TASK: To complete the exercise, repeat every record exactly as it stands.

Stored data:

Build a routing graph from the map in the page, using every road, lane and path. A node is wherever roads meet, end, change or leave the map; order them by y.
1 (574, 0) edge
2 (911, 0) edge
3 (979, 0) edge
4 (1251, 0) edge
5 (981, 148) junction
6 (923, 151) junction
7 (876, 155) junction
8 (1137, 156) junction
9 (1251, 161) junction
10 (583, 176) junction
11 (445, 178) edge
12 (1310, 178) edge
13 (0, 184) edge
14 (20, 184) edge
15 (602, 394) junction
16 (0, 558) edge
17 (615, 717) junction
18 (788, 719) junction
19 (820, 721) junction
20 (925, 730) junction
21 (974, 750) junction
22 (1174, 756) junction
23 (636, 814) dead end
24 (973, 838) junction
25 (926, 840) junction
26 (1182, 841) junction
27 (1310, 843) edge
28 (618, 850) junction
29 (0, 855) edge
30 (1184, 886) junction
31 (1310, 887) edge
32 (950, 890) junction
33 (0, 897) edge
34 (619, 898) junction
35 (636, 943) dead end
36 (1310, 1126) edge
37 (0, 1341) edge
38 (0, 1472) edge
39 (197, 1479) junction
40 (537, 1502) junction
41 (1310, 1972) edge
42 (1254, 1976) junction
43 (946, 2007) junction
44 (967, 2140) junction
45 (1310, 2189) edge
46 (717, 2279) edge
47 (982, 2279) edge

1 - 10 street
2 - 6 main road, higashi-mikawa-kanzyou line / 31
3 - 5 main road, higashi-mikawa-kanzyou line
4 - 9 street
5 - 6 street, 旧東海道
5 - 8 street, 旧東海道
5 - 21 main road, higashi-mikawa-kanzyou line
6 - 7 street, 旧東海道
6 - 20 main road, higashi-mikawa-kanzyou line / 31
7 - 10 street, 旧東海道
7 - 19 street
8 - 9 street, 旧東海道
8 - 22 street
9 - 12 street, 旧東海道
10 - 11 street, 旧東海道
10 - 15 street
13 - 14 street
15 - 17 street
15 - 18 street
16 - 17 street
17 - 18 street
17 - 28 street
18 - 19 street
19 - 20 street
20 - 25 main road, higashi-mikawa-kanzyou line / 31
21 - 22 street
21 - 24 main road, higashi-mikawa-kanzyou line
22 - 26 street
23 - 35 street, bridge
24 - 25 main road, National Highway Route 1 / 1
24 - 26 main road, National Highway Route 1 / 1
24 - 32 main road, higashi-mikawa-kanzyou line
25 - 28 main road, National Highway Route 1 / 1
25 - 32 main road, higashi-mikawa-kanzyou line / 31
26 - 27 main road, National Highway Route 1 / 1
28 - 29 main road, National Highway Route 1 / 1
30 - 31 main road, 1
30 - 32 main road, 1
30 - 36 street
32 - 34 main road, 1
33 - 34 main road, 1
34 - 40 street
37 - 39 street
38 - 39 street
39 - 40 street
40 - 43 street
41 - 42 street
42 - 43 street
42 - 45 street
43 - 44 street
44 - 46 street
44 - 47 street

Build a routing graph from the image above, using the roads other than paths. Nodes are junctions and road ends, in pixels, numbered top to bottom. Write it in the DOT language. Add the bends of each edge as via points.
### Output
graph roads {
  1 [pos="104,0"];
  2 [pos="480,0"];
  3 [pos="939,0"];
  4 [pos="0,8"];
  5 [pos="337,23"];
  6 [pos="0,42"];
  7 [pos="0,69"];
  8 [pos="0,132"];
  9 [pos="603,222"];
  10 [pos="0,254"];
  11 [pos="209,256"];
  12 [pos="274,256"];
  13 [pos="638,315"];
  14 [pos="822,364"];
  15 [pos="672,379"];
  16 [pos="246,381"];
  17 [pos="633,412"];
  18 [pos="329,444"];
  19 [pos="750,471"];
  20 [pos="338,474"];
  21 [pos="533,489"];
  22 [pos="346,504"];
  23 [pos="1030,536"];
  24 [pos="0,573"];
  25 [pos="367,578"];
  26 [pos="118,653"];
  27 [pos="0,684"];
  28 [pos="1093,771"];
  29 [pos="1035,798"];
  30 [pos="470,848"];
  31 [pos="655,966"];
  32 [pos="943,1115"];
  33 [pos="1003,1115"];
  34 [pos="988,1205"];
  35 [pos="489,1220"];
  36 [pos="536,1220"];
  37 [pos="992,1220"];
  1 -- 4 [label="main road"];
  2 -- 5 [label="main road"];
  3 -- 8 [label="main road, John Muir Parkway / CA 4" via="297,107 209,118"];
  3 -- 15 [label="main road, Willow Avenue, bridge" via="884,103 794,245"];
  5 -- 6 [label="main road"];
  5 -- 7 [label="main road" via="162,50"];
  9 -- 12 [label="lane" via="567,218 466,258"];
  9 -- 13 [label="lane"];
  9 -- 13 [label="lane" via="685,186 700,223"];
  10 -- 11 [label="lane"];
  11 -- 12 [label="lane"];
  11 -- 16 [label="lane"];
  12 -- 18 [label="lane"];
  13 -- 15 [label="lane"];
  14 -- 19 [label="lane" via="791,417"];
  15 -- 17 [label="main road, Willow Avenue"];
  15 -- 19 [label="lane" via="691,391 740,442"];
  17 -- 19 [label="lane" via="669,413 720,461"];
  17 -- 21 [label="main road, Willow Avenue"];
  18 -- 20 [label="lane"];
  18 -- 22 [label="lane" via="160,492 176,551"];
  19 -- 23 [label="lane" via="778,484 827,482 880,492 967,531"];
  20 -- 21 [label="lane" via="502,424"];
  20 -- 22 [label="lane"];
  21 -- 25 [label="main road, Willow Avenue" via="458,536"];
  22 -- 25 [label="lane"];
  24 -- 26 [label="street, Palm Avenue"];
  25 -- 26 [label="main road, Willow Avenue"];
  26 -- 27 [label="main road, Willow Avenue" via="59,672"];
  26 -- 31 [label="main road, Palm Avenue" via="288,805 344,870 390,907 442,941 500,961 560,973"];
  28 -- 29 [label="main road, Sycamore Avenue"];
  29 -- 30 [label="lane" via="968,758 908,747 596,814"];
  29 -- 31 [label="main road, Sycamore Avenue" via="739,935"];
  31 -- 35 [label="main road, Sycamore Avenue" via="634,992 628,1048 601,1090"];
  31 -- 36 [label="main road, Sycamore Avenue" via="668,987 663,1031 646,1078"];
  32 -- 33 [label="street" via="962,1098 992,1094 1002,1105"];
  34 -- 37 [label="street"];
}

FINISHED EXERCISE:
Build a routing graph from the map in the page, using every road, lane and path. A node is wherever roads meet, end, change or leave the map; order them by y.
1 (574, 0) edge
2 (911, 0) edge
3 (979, 0) edge
4 (1251, 0) edge
5 (981, 148) junction
6 (923, 151) junction
7 (876, 155) junction
8 (1137, 156) junction
9 (1251, 161) junction
10 (583, 176) junction
11 (445, 178) edge
12 (1310, 178) edge
13 (0, 184) edge
14 (20, 184) edge
15 (602, 394) junction
16 (0, 558) edge
17 (615, 717) junction
18 (788, 719) junction
19 (820, 721) junction
20 (925, 730) junction
21 (974, 750) junction
22 (1174, 756) junction
23 (636, 814) dead end
24 (973, 838) junction
25 (926, 840) junction
26 (1182, 841) junction
27 (1310, 843) edge
28 (618, 850) junction
29 (0, 855) edge
30 (1184, 886) junction
31 (1310, 887) edge
32 (950, 890) junction
33 (0, 897) edge
34 (619, 898) junction
35 (636, 943) dead end
36 (1310, 1126) edge
37 (0, 1341) edge
38 (0, 1472) edge
39 (197, 1479) junction
40 (537, 1502) junction
41 (1310, 1972) edge
42 (1254, 1976) junction
43 (946, 2007) junction
44 (967, 2140) junction
45 (1310, 2189) edge
46 (717, 2279) edge
47 (982, 2279) edge

1 - 10 street
2 - 6 main road, higashi-mikawa-kanzyou line / 31
3 - 5 main road, higashi-mikawa-kanzyou line
4 - 9 street
5 - 6 street, 旧東海道
5 - 8 street, 旧東海道
5 - 21 main road, higashi-mikawa-kanzyou line
6 - 7 street, 旧東海道
6 - 20 main road, higashi-mikawa-kanzyou line / 31
7 - 10 street, 旧東海道
7 - 19 street
8 - 9 street, 旧東海道
8 - 22 street
9 - 12 street, 旧東海道
10 - 11 street, 旧東海道
10 - 15 street
13 - 14 street
15 - 17 street
15 - 18 street
16 - 17 street
17 - 18 street
17 - 28 street
18 - 19 street
19 - 20 street
20 - 25 main road, higashi-mikawa-kanzyou line / 31
21 - 22 street
21 - 24 main road, higashi-mikawa-kanzyou line
22 - 26 street
23 - 35 street, bridge
24 - 25 main road, National Highway Route 1 / 1
24 - 26 main road, National Highway Route 1 / 1
24 - 32 main road, higashi-mikawa-kanzyou line
25 - 28 main road, National Highway Route 1 / 1
25 - 32 main road, higashi-mikawa-kanzyou line / 31
26 - 27 main road, National Highway Route 1 / 1
28 - 29 main road, National Highway Route 1 / 1
30 - 31 main road, 1
30 - 32 main road, 1
30 - 36 street
32 - 34 main road, 1
33 - 34 main road, 1
34 - 40 street
37 - 39 street
38 - 39 street
39 - 40 street
40 - 43 street
41 - 42 street
42 - 43 street
42 - 45 street
43 - 44 street
44 - 46 street
44 - 47 street

Build a routing graph from the image above, using the roads other than paths. Nodes are junctions and road ends, in pixels, numbered top to bottom. Write it in the DOT language. Add the bends of each edge as via points.
### Output
graph roads {
  1 [pos="104,0"];
  2 [pos="480,0"];
  3 [pos="939,0"];
  4 [pos="0,8"];
  5 [pos="337,23"];
  6 [pos="0,42"];
  7 [pos="0,69"];
  8 [pos="0,132"];
  9 [pos="603,222"];
  10 [pos="0,254"];
  11 [pos="209,256"];
  12 [pos="274,256"];
  13 [pos="638,315"];
  14 [pos="822,364"];
  15 [pos="672,379"];
  16 [pos="246,381"];
  17 [pos="633,412"];
  18 [pos="329,444"];
  19 [pos="750,471"];
  20 [pos="338,474"];
  21 [pos="533,489"];
  22 [pos="346,504"];
  23 [pos="1030,536"];
  24 [pos="0,573"];
  25 [pos="367,578"];
  26 [pos="118,653"];
  27 [pos="0,684"];
  28 [pos="1093,771"];
  29 [pos="1035,798"];
  30 [pos="470,848"];
  31 [pos="655,966"];
  32 [pos="943,1115"];
  33 [pos="1003,1115"];
  34 [pos="988,1205"];
  35 [pos="489,1220"];
  36 [pos="536,1220"];
  37 [pos="992,1220"];
  1 -- 4 [label="main road"];
  2 -- 5 [label="main road"];
  3 -- 8 [label="main road, John Muir Parkway / CA 4" via="297,107 209,118"];
  3 -- 15 [label="main road, Willow Avenue, bridge" via="884,103 794,245"];
  5 -- 6 [label="main road"];
  5 -- 7 [label="main road" via="162,50"];
  9 -- 12 [label="lane" via="567,218 466,258"];
  9 -- 13 [label="lane"];
  9 -- 13 [label="lane" via="685,186 700,223"];
  10 -- 11 [label="lane"];
  11 -- 12 [label="lane"];
  11 -- 16 [label="lane"];
  12 -- 18 [label="lane"];
  13 -- 15 [label="lane"];
  14 -- 19 [label="lane" via="791,417"];
  15 -- 17 [label="main road, Willow Avenue"];
  15 -- 19 [label="lane" via="691,391 740,442"];
  17 -- 19 [label="lane" via="669,413 720,461"];
  17 -- 21 [label="main road, Willow Avenue"];
  18 -- 20 [label="lane"];
  18 -- 22 [label="lane" via="160,492 176,551"];
  19 -- 23 [label="lane" via="778,484 827,482 880,492 967,531"];
  20 -- 21 [label="lane" via="502,424"];
  20 -- 22 [label="lane"];
  21 -- 25 [label="main road, Willow Avenue" via="458,536"];
  22 -- 25 [label="lane"];
  24 -- 26 [label="street, Palm Avenue"];
  25 -- 26 [label="main road, Willow Avenue"];
  26 -- 27 [label="main road, Willow Avenue" via="59,672"];
  26 -- 31 [label="main road, Palm Avenue" via="288,805 344,870 390,907 442,941 500,961 560,973"];
  28 -- 29 [label="main road, Sycamore Avenue"];
  29 -- 30 [label="lane" via="968,758 908,747 596,814"];
  29 -- 31 [label="main road, Sycamore Avenue" via="739,935"];
  31 -- 35 [label="main road, Sycamore Avenue" via="634,992 628,1048 601,1090"];
  31 -- 36 [label="main road, Sycamore Avenue" via="668,987 663,1031 646,1078"];
  32 -- 33 [label="street" via="962,1098 992,1094 1002,1105"];
  34 -- 37 [label="street"];
}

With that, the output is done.